Please copy every line from the records below that contains the string "Lane".

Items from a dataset
■ ■ ■ ■ ■ ■ ■
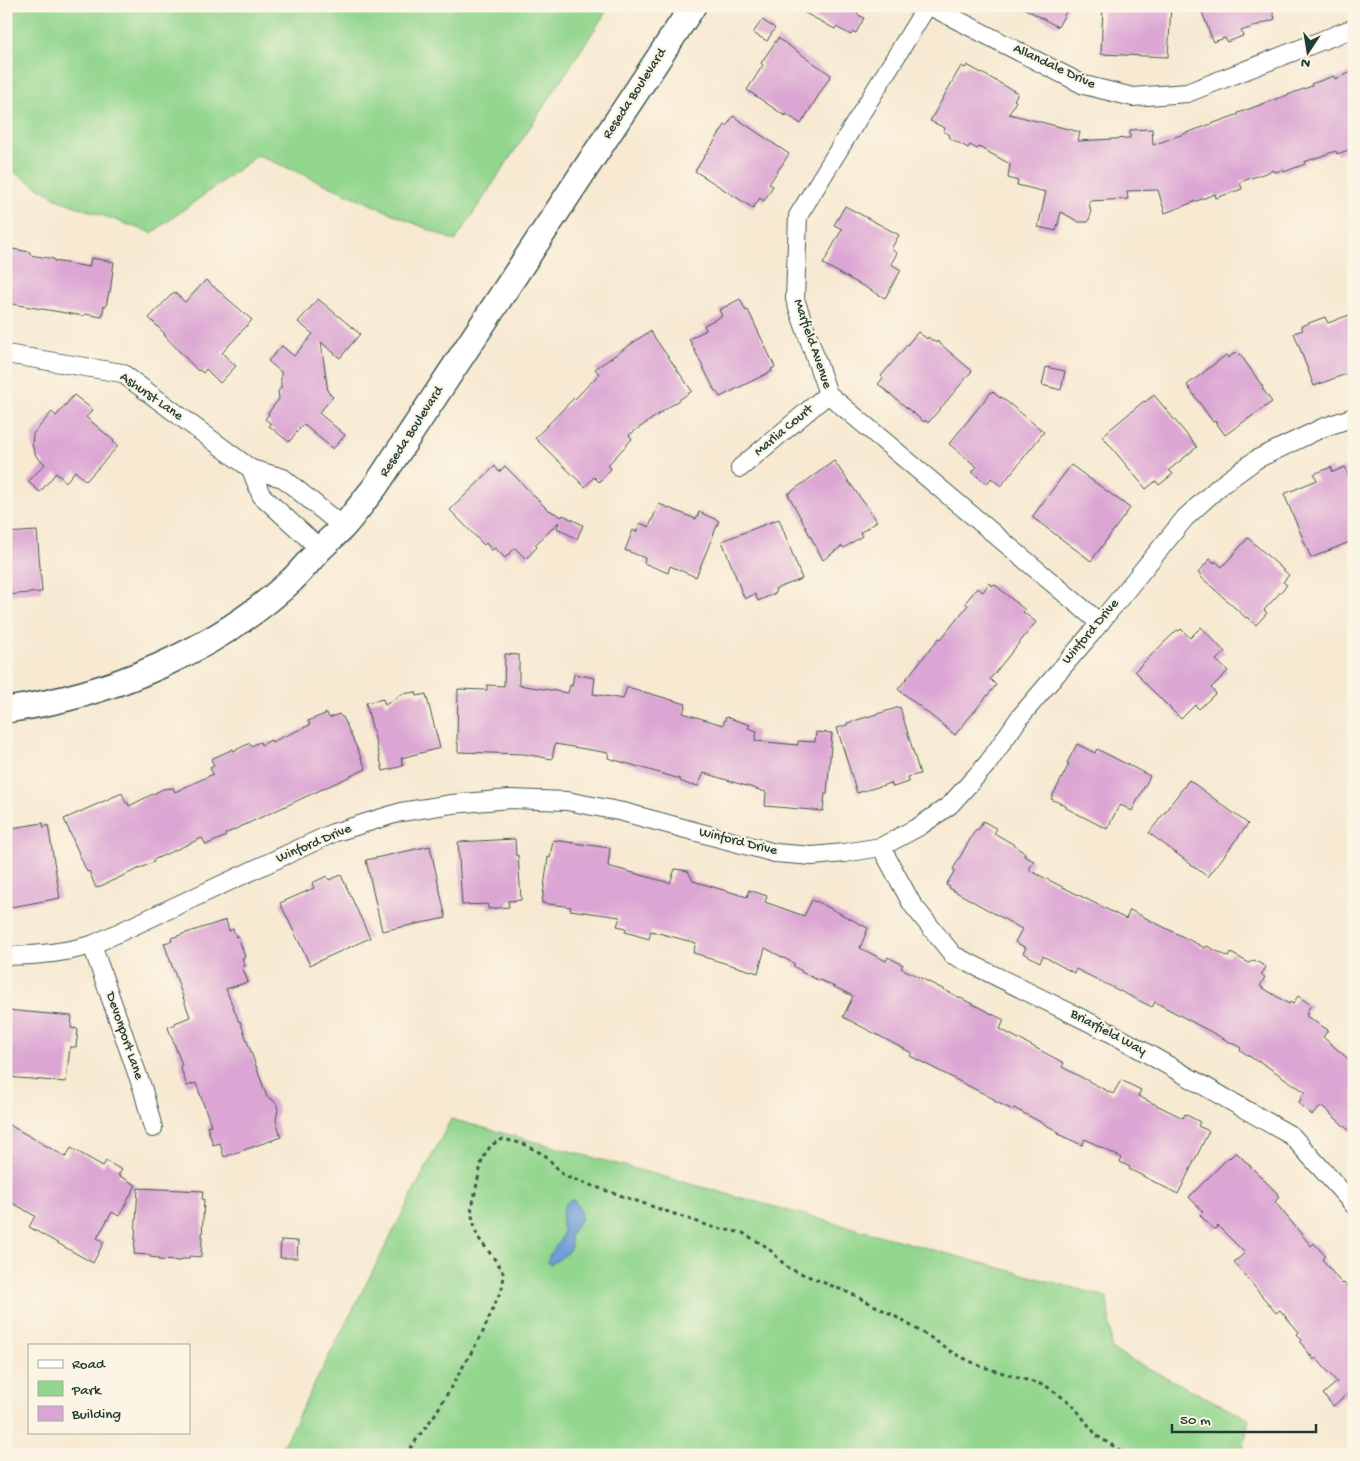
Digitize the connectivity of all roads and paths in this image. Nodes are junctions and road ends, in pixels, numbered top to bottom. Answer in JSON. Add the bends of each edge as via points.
{"nodes":[{"id":1,"x":693,"y":6,"type":"edge"},
{"id":2,"x":929,"y":6,"type":"edge"},
{"id":3,"x":1354,"y":28,"type":"edge"},
{"id":4,"x":6,"y":354,"type":"edge"},
{"id":5,"x":828,"y":394,"type":"junction"},
{"id":6,"x":1354,"y":417,"type":"edge"},
{"id":7,"x":740,"y":468,"type":"dead end"},
{"id":8,"x":250,"y":469,"type":"junction"},
{"id":9,"x":343,"y":527,"type":"junction"},
{"id":10,"x":320,"y":549,"type":"junction"},
{"id":11,"x":1100,"y":623,"type":"junction"},
{"id":12,"x":6,"y":710,"type":"edge"},
{"id":13,"x":881,"y":847,"type":"junction"},
{"id":14,"x":92,"y":945,"type":"junction"},
{"id":15,"x":6,"y":956,"type":"edge"},
{"id":16,"x":153,"y":1128,"type":"dead end"},
{"id":17,"x":1354,"y":1204,"type":"edge"},
{"id":18,"x":405,"y":1455,"type":"edge"},
{"id":19,"x":1128,"y":1455,"type":"edge"}],
"edges":[{"from":1,"to":9,"type":"main road","name":"Reseda Boulevard","via":[[375,487]]},
{"from":2,"to":3,"type":"street","name":"Allandale Drive","via":[[1084,84],[1133,97],[1187,93]]},
{"from":2,"to":5,"type":"street","name":"Marfield Avenue","via":[[798,216],[795,298]]},
{"from":4,"to":8,"type":"street","name":"Ashurst Lane","via":[[122,374]]},
{"from":5,"to":7,"type":"street","name":"Marlia Court"},
{"from":5,"to":11,"type":"street","name":"Marfield Avenue"},
{"from":6,"to":11,"type":"street","name":"Winford Drive","via":[[1322,428],[1257,459],[1220,486],[1185,518]]},
{"from":8,"to":9,"type":"street","name":"Ashurst Lane","via":[[283,478]]},
{"from":8,"to":10,"type":"street","via":[[261,495]]},
{"from":9,"to":10,"type":"main road","name":"Reseda Boulevard"},
{"from":10,"to":12,"type":"main road","name":"Reseda Boulevard","via":[[262,605],[199,646],[102,689],[59,701]]},
{"from":11,"to":13,"type":"street","name":"Winford Drive","via":[[1020,717],[988,763],[950,805]]},
{"from":13,"to":14,"type":"street","name":"Winford Drive","via":[[813,856],[775,852],[623,812],[567,801],[510,799],[452,804],[401,812],[333,833]]},
{"from":13,"to":17,"type":"street","name":"Briarfield Way","via":[[912,904],[953,956],[1113,1034],[1292,1136]]},
{"from":14,"to":15,"type":"street","name":"Winford Drive","via":[[67,952]]},
{"from":14,"to":16,"type":"street","name":"Devonport Lane","via":[[143,1090]]},
{"from":18,"to":19,"type":"path","via":[[436,1413],[482,1334],[502,1288],[502,1269],[477,1236],[470,1212],[482,1160],[491,1145],[503,1139],[524,1144],[546,1156],[564,1176],[712,1226],[743,1233],[766,1247],[788,1268],[892,1314],[953,1353],[980,1366],[1046,1386],[1071,1403],[1097,1436]]}]}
■ ■ ■ ■ ■ ■ ■
Result |
{"from":4,"to":8,"type":"street","name":"Ashurst Lane","via":[[122,374]]},
{"from":8,"to":9,"type":"street","name":"Ashurst Lane","via":[[283,478]]},
{"from":14,"to":16,"type":"street","name":"Devonport Lane","via":[[143,1090]]},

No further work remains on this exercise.